Who is in charge of completing and submitting your proposal?

You should immediately be able to say, “Jane Doe. Or “John Doe.” Whoever. Can you instantly think of that person’s name—the person who gets the praise if the proposal is submitted on time and technically correct or the blame if it isn’t?

If you can’t, you’ve got a problem—and it’s a problem endemic to a lot of industries. This topic is topical because there’s a fascinating article in Fortune Magazine called “Inside Apple,” which describes the notoriously secretive and productive company. Here’s the relevant bit:

At Apple there’s never confusion “as to who is responsible for what.” In Apple’s parlance, a DRI’s name (directly responsible individual) always appear on the agenda for a meeting, so that everyone knows who’s the right contact for a project

Oh, and it’s not just Apple, or just nonprofits, with this problem. In one discussion thread about “Inside Apple,” poster “JacobAldridge” says “This is a project I run with almost all of my clients – shifting an organic, but dysfunctional, business arrangement into one where everyone knows their responsibility, and the right person does the right jobs at the right time (and for the right cost point).” In the nonprofit world, doing something like this for organizations as a whole is way beyond our scope, but it is our standard practice to designate specific responsibilities when we’re hired for a grant writing assignment.

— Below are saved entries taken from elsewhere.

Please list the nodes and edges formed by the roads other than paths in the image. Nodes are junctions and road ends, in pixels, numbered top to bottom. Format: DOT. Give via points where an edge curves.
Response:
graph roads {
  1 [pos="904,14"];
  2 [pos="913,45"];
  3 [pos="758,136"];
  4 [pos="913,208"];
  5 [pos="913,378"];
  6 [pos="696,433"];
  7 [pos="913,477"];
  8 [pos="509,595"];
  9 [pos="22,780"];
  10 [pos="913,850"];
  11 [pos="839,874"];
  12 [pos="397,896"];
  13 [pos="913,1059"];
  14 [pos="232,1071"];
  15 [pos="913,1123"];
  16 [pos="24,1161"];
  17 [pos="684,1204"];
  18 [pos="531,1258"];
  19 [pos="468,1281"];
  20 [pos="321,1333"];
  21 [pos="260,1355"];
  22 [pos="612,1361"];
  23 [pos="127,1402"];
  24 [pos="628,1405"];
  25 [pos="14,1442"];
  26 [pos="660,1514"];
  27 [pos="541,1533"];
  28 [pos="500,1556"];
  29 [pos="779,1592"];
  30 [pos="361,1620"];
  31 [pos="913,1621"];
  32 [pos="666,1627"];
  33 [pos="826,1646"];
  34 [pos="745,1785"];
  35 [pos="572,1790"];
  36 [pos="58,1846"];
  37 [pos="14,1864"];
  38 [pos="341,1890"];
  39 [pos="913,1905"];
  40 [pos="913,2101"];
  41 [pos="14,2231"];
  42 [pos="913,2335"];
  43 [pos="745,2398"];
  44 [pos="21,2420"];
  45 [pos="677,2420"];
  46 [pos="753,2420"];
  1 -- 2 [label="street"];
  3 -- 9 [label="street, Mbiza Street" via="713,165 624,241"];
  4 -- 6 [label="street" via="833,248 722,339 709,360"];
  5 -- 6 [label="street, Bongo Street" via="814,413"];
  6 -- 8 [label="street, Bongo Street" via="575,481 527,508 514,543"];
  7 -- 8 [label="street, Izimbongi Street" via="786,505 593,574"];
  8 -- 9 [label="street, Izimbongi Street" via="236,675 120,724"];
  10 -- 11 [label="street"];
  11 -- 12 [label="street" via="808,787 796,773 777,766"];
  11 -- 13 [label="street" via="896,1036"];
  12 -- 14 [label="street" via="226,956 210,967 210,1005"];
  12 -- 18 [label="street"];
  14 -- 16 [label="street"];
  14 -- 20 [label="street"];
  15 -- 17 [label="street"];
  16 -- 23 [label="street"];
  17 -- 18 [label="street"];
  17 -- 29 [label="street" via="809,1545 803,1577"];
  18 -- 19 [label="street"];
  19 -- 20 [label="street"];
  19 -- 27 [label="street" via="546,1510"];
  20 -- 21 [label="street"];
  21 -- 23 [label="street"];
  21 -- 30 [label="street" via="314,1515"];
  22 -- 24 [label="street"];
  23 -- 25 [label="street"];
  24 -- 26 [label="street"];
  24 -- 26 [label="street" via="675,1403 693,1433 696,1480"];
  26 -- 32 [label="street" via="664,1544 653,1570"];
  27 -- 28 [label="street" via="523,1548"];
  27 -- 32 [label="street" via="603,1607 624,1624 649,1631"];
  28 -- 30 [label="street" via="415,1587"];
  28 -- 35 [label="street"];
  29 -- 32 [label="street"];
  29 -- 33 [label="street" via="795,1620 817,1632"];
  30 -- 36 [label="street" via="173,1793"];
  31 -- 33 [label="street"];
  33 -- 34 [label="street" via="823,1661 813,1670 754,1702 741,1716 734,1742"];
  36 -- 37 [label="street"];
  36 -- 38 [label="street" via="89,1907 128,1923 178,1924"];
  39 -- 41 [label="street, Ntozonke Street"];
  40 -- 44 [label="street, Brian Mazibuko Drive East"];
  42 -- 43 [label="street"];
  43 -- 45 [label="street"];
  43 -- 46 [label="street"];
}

We insist on a single contact person and a single set of revisions per draft. If we didn’t, we’d have madness—the kind of madness you might remember from worthless group projects in high school or highly dysfunctional organizations. We’d have critical documents or drafts fall through the cracks of miscommunication or evaded responsibility. We’d suffer “confusion ‘as to who is responsible for what,’ ” which we virtually never experience.

Many nonprofits intentionally avoid assigning direct responsibility for proposals and other tasks to a single person. This is a mistake, much like splitting up the writing of a proposal. Don’t do it, and if your organization does, it’s time to start thinking like Steve Jobs or Seliger + Associates—and about how to adopt the DRI model.